I’ve spent the entire school year talking about different ways to navigate cultural competency – in life and also in the field of psychology. So, naturally, I got on the plane to come to Sarajevo this summer thinking I’m a mini cultural guru. Not so much . . .
It was the second night of the peace march. I had finally gotten it together after the events that occurred earlier that evening. It’s time for Muslim prayer, and our tent is just steps away from the group of men who are lined up to pray. At one point one of the men turned to someone in our group and asked for a blanket. I grabbed a few sleeping bags and began to walk through the group to place the blankets in front of the men who are about to kneel in the itchy field of grass, weeds. . . also those pokey plants.

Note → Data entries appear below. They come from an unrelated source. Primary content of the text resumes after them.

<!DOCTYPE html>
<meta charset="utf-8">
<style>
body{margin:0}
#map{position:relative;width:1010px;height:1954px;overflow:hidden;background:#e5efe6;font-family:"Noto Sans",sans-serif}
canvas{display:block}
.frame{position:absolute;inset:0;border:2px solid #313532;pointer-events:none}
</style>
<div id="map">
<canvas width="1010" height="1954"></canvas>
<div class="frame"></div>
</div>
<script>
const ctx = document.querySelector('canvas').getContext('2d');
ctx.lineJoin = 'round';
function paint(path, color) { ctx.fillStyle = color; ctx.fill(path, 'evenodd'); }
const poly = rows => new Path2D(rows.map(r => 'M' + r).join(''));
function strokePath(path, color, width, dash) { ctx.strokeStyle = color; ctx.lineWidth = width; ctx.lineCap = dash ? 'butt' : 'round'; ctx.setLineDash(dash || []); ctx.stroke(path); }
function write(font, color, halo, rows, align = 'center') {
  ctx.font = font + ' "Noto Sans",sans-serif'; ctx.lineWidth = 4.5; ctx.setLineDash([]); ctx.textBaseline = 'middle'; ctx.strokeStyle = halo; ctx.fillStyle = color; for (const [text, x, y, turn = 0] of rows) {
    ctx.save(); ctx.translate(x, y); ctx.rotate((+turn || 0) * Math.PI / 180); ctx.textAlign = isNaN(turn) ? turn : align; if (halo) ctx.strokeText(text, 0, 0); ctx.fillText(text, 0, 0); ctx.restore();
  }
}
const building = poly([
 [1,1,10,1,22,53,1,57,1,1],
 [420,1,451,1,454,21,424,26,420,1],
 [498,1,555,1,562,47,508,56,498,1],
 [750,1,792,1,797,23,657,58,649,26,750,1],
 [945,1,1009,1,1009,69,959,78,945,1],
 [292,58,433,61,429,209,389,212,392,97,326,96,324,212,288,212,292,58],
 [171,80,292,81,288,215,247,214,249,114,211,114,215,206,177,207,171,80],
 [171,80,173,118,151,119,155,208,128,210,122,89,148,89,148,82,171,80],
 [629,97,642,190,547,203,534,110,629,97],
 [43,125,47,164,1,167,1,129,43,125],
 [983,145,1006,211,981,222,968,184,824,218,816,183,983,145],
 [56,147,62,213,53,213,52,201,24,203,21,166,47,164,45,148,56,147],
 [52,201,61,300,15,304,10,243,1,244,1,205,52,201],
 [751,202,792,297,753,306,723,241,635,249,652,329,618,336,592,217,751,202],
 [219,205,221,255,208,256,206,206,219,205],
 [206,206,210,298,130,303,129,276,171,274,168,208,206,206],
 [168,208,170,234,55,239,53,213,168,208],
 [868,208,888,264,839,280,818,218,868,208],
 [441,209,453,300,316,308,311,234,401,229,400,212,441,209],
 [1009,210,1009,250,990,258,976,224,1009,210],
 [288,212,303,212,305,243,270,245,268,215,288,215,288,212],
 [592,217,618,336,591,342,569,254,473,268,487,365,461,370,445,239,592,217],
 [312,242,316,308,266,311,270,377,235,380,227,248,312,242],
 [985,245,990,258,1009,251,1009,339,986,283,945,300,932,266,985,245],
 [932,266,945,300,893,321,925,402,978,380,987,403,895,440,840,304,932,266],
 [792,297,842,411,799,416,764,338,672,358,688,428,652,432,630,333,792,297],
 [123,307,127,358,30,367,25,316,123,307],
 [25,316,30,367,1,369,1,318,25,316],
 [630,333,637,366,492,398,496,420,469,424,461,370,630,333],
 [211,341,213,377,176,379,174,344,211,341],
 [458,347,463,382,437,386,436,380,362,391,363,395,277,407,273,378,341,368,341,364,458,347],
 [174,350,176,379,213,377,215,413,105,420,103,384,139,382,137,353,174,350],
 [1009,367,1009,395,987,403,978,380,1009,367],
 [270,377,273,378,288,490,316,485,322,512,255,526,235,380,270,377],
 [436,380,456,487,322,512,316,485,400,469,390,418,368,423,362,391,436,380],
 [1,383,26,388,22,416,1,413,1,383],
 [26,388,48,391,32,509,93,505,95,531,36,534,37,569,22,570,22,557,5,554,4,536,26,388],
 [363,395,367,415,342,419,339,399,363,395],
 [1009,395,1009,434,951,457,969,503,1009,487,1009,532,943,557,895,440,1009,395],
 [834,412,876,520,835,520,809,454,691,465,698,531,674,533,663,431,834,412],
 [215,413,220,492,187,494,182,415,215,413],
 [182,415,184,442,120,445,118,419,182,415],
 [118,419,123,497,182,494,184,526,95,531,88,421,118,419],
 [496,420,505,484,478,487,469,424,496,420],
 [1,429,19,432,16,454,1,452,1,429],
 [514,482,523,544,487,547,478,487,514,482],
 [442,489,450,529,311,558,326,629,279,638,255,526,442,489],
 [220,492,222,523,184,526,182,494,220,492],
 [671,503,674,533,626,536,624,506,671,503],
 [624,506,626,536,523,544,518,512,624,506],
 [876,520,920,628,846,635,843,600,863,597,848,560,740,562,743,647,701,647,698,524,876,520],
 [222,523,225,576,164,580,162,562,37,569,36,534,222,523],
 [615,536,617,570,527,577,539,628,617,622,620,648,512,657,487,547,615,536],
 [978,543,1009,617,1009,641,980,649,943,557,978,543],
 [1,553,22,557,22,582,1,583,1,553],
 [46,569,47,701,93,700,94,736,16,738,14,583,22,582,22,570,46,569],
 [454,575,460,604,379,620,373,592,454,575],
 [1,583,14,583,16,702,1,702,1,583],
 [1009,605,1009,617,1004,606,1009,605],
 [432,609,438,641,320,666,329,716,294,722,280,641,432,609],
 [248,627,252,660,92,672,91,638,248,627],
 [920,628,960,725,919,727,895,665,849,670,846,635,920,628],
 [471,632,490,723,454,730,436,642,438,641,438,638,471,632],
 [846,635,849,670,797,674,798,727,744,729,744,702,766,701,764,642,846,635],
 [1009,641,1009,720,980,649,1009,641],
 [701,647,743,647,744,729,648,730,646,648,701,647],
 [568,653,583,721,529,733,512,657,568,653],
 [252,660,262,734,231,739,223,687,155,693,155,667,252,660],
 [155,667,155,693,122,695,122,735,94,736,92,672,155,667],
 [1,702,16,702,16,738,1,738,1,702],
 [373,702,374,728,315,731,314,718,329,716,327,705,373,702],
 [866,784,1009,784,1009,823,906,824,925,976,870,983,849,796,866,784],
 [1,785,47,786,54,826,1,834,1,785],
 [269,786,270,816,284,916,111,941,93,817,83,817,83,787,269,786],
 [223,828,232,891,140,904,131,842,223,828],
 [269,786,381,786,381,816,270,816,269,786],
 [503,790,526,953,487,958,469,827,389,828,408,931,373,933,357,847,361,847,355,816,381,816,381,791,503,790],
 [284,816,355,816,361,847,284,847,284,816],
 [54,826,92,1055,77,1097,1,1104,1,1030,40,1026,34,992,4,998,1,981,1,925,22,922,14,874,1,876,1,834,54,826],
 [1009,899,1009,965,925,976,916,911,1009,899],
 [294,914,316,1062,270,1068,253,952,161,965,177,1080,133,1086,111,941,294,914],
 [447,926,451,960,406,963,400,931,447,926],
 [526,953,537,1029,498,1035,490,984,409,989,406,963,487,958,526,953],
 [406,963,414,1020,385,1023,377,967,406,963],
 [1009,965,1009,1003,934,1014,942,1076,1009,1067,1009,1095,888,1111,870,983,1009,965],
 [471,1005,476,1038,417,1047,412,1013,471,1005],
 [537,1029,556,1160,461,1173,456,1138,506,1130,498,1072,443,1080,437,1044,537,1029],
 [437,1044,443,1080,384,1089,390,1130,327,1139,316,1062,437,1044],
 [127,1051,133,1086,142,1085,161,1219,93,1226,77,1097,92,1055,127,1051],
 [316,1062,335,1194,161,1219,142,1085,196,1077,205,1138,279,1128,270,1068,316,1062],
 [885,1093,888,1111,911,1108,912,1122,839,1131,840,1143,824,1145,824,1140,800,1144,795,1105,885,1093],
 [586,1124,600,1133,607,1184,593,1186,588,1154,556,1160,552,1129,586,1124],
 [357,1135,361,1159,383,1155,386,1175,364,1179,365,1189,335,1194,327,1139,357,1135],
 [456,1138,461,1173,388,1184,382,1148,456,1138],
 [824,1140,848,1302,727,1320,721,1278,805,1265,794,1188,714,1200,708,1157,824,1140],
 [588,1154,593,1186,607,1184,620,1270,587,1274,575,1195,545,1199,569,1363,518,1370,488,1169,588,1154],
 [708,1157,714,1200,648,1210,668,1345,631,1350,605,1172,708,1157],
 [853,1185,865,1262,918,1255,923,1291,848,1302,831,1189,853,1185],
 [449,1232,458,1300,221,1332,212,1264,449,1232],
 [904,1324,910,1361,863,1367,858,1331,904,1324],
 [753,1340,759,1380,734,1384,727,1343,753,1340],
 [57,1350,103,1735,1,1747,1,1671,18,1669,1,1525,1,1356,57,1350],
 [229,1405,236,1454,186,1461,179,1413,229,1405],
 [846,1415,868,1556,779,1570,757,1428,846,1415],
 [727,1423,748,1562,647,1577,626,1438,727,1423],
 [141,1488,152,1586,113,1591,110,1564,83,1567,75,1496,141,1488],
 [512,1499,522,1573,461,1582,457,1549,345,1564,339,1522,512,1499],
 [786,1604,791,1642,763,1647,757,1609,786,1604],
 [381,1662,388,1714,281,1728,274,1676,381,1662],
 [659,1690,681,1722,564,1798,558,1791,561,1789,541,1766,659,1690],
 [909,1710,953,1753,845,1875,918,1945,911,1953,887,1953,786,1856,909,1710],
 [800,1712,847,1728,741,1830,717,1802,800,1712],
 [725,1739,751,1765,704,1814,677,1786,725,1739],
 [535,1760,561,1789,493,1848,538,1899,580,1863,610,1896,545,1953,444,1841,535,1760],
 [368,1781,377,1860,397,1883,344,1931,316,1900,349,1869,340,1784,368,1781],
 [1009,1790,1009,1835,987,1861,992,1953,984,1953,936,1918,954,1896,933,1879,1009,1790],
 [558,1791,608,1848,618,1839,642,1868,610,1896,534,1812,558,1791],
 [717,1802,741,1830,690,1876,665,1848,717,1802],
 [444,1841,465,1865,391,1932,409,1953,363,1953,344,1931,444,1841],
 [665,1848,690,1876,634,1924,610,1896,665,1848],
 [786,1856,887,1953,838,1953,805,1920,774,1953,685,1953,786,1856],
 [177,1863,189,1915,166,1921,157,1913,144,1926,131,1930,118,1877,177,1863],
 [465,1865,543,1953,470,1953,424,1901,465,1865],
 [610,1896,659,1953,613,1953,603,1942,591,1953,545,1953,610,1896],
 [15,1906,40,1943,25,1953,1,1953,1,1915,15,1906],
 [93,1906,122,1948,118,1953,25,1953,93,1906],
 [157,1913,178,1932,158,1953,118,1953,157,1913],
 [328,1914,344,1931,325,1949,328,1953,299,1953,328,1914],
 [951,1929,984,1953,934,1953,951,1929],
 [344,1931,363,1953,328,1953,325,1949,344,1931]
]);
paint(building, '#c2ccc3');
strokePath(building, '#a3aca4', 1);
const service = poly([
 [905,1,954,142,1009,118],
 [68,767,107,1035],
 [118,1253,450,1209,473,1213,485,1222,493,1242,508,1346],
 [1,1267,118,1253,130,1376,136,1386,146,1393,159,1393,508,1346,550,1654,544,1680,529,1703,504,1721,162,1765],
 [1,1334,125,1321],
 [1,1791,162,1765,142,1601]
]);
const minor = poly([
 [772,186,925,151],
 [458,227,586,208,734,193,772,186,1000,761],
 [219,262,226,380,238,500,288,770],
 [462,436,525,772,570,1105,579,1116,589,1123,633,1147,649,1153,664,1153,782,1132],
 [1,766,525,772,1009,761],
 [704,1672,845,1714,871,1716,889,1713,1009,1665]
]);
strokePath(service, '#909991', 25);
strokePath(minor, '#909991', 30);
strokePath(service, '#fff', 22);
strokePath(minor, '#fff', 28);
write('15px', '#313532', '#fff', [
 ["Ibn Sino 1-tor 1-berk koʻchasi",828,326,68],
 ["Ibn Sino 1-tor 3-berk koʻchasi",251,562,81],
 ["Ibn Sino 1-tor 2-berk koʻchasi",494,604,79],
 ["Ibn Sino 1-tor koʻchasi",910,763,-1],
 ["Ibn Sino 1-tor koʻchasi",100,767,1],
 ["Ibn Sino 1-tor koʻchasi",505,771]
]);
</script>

For the next few minutes I was convinced I had put some good juju back into the universe for myself. Wrong. When prayer is over, a very nice man comes over and begins to explain his beliefs about prayer to me. When they pray, everyone faces the Kaaba in Mecca. From what I understand, the idea is that the everyone faces East so that the connection from God can come down through Mecca and out towards the people. At this point in his explanation I assume he’s just sharing all of this to teach us about his religion. Wrong, again. He goes on to explain to me that when I walked in front of them to put down the blankets I interrupted the connection between the people and God, but to them, it wasn’t a sin because I did the deed with good intentions. Any other time and it would have been a funny “oops, sorry” kind of moment. Not that day . . . I proceeded to unleash a wave of tears in front of this poor man because it was just one more thing after a rough day. But, looking back now, I catch myself trying to contain the laughter of unknowingly ruining Muslim prayer. Oops. Ya live and ya learn.
Alas, the more you learn, the more you’re certain that you know absolutely nothing.